What you are asked to do
Below are entries. Give back exactly the lines from the one containing "pinky tip: (257, 183)" through the one containing "thumb mcp: (382, 252)", inclusive, without the pictures.

————————

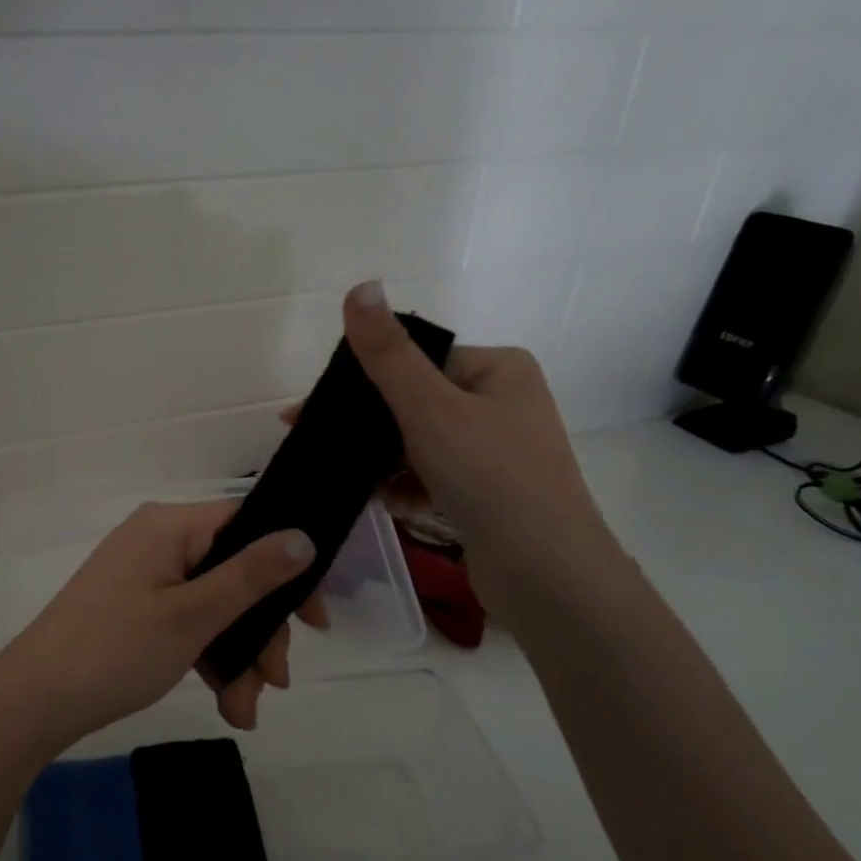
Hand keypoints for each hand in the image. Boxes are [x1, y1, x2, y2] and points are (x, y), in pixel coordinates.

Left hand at [0, 500, 316, 751]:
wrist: (32, 701)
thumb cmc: (116, 650)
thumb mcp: (193, 616)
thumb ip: (252, 576)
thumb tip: (305, 536)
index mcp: (170, 525)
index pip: (248, 526)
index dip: (289, 568)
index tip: (315, 621)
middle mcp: (158, 540)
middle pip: (234, 572)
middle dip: (259, 632)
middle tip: (274, 683)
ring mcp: (144, 575)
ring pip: (214, 605)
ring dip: (237, 656)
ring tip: (243, 711)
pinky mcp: (134, 607)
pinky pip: (187, 620)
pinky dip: (208, 657)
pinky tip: (225, 704)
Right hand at [335, 280, 624, 609]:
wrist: (546, 574)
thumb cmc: (490, 477)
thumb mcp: (430, 409)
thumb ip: (388, 354)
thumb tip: (361, 286)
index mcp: (497, 370)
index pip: (417, 361)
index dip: (364, 382)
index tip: (315, 409)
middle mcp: (501, 403)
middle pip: (415, 403)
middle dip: (369, 428)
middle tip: (319, 444)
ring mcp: (496, 451)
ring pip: (419, 443)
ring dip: (384, 461)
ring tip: (354, 481)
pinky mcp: (488, 493)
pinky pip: (433, 476)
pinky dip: (407, 487)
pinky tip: (388, 504)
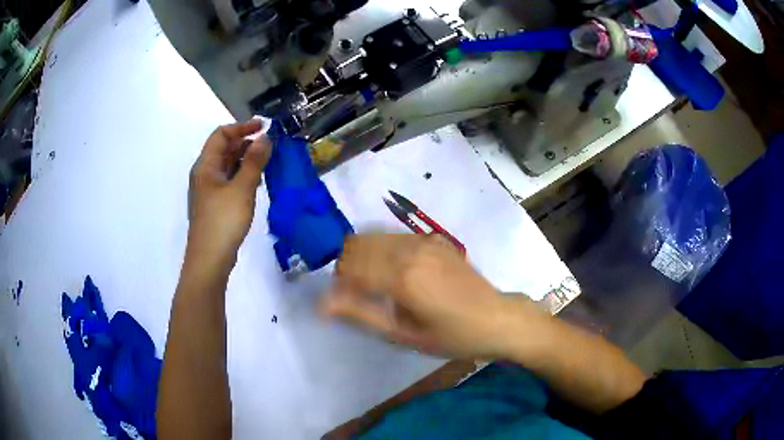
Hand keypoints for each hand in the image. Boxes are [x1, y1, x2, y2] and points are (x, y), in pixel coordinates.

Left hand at [187, 120, 271, 265]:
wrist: (210, 260)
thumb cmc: (223, 221)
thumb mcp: (242, 188)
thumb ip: (254, 161)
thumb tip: (265, 138)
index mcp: (205, 166)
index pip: (221, 135)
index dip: (242, 127)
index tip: (263, 127)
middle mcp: (204, 175)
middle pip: (223, 149)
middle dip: (245, 143)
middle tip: (269, 145)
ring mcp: (209, 191)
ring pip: (227, 166)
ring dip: (246, 160)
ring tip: (267, 162)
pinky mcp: (215, 205)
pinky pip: (229, 181)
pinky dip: (243, 176)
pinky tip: (257, 183)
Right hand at [320, 234, 546, 358]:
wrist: (495, 318)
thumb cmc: (450, 336)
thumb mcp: (403, 334)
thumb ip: (361, 314)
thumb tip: (322, 303)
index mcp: (401, 276)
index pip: (348, 266)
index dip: (337, 285)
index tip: (339, 304)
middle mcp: (410, 248)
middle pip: (356, 244)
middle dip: (347, 268)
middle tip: (357, 295)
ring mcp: (424, 239)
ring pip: (373, 235)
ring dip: (362, 256)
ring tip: (374, 284)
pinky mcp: (434, 237)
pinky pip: (393, 235)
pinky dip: (382, 249)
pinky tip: (394, 271)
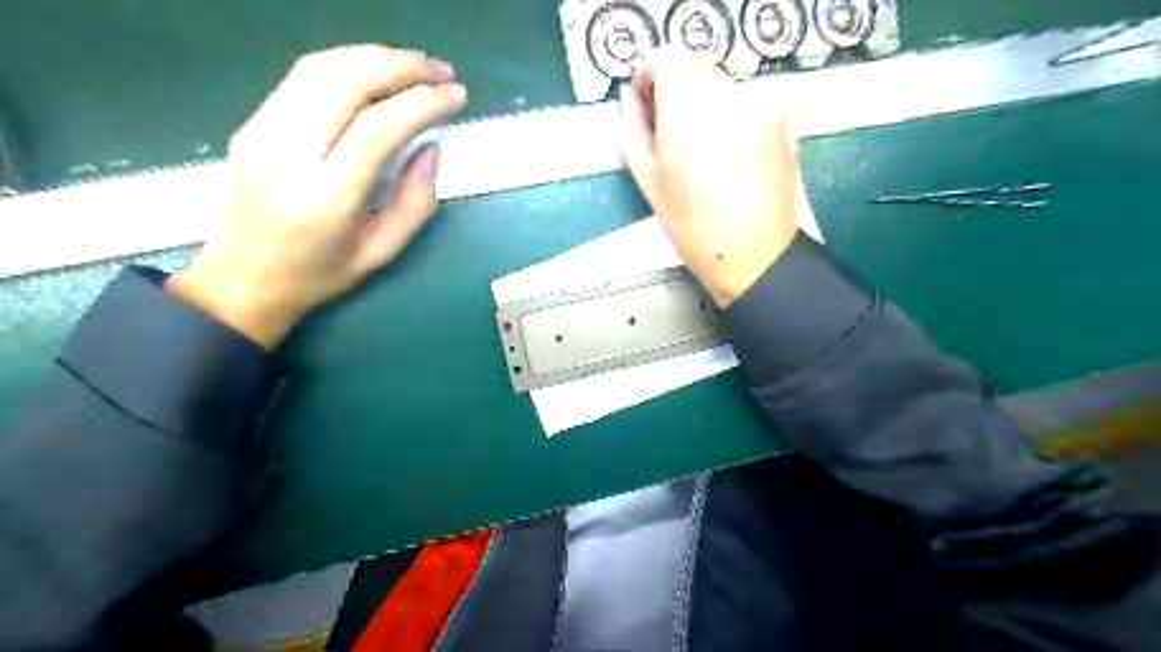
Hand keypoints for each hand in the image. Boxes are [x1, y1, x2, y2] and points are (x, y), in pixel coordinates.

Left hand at [168, 47, 464, 347]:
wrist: (241, 280)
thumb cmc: (320, 275)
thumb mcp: (382, 252)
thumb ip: (416, 202)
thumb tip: (432, 147)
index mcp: (325, 198)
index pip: (377, 128)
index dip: (422, 103)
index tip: (456, 95)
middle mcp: (287, 155)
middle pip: (346, 83)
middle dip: (402, 67)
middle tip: (441, 70)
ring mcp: (261, 132)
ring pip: (321, 69)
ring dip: (374, 57)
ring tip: (414, 65)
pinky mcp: (252, 123)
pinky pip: (302, 77)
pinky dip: (346, 64)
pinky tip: (374, 72)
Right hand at [622, 48, 803, 308]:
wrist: (755, 254)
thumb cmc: (694, 229)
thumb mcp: (650, 185)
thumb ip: (633, 132)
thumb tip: (629, 99)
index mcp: (689, 120)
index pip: (669, 59)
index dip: (651, 71)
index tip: (646, 94)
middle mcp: (729, 101)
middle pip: (696, 65)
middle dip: (677, 86)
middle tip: (670, 126)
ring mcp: (762, 107)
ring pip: (722, 81)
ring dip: (704, 99)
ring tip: (702, 144)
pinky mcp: (781, 118)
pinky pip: (746, 98)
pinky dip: (730, 111)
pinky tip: (728, 149)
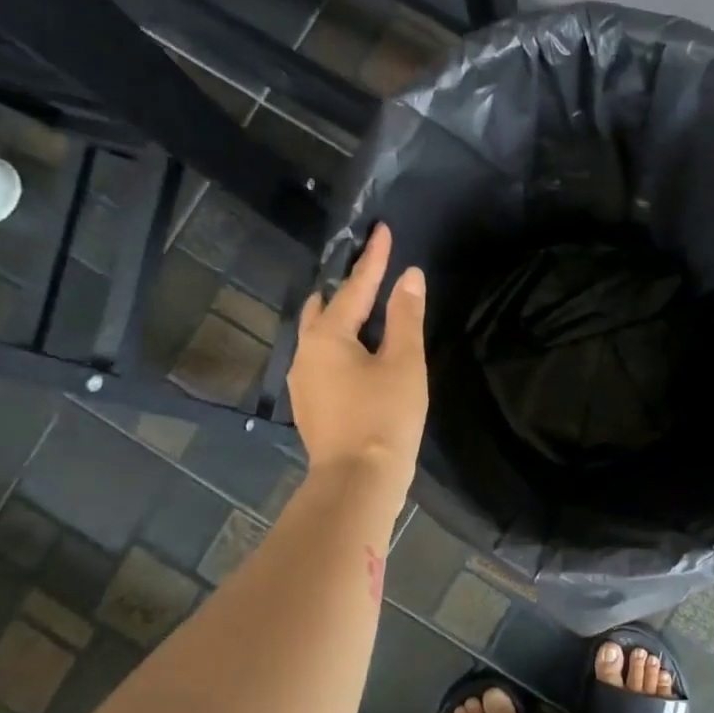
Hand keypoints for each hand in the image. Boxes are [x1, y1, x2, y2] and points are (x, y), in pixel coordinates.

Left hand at [288, 223, 427, 501]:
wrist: (357, 481)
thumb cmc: (384, 417)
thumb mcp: (403, 362)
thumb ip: (405, 316)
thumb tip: (409, 276)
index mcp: (327, 336)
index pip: (354, 287)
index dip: (373, 259)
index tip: (382, 230)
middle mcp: (306, 353)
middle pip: (325, 308)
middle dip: (347, 288)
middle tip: (371, 273)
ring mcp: (304, 382)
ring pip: (320, 336)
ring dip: (341, 318)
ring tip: (366, 311)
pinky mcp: (311, 405)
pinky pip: (323, 359)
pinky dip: (340, 345)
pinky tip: (358, 355)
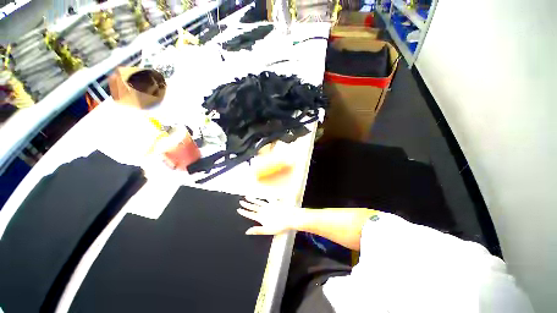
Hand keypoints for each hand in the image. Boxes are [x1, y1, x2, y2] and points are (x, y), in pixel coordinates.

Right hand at [237, 197, 301, 234]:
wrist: (290, 218)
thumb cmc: (280, 226)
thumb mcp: (267, 230)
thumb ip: (257, 230)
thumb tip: (247, 231)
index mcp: (261, 217)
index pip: (250, 214)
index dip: (244, 212)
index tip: (239, 209)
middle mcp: (264, 210)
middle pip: (253, 207)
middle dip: (246, 204)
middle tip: (240, 201)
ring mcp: (269, 205)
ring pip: (259, 202)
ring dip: (253, 199)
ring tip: (247, 196)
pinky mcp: (274, 203)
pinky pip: (269, 199)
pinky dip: (266, 197)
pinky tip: (264, 195)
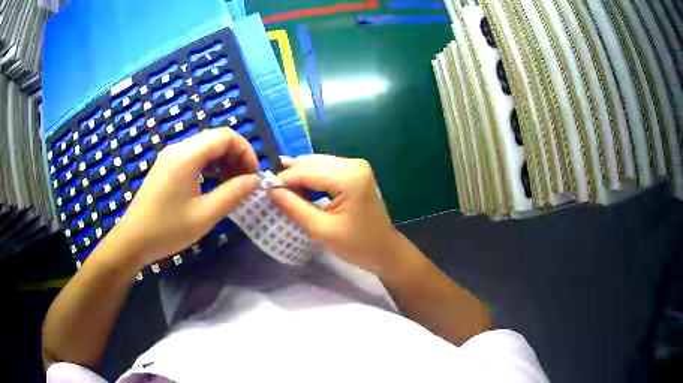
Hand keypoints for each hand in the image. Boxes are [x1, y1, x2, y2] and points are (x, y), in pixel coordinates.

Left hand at [112, 128, 258, 264]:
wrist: (133, 239)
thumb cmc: (168, 229)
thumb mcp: (205, 215)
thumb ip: (233, 194)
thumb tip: (255, 180)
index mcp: (187, 155)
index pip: (226, 136)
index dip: (246, 151)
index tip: (254, 175)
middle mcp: (178, 148)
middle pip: (216, 138)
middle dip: (236, 156)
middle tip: (245, 182)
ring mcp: (170, 156)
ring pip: (205, 147)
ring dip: (223, 161)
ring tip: (231, 185)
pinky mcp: (166, 166)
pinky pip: (194, 156)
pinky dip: (209, 166)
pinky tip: (213, 184)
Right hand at [269, 155, 398, 275]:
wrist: (384, 250)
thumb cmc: (356, 245)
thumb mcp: (321, 230)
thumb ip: (295, 208)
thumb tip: (271, 191)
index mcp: (349, 178)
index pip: (307, 171)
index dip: (284, 179)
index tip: (264, 190)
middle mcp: (354, 164)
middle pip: (312, 163)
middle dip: (291, 175)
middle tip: (272, 190)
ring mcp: (357, 166)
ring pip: (317, 163)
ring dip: (300, 175)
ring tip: (283, 191)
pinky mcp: (355, 172)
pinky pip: (326, 168)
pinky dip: (311, 177)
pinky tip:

————————

Expected answer
pinky tip: (257, 183)
Right hand at [320, 234, 546, 358]:
wrist: (495, 318)
thumb cmc: (450, 336)
thumb mcp: (403, 334)
thumb ip: (361, 314)
thumb tip: (322, 303)
index mcp: (401, 276)
index pip: (348, 266)
index dip: (337, 285)
index tip: (339, 304)
middle mcp: (410, 248)
middle pip: (356, 244)
middle dip: (347, 268)
middle tip: (357, 295)
ring mcp: (424, 239)
ring pip: (373, 235)
ring dip: (362, 256)
ring tip: (374, 284)
pinky mcp: (434, 237)
pinky pip: (393, 235)
pinky dip: (382, 249)
pinky tip: (394, 271)
Hand keypoints for each hand in the image. Boxes are [x1, y1, x2, y2] and points are (x, y), in pixel coordinates.

Left hand at [168, 47, 464, 347]:
wrist: (241, 280)
thumb cmc: (320, 275)
thumb mcp: (382, 252)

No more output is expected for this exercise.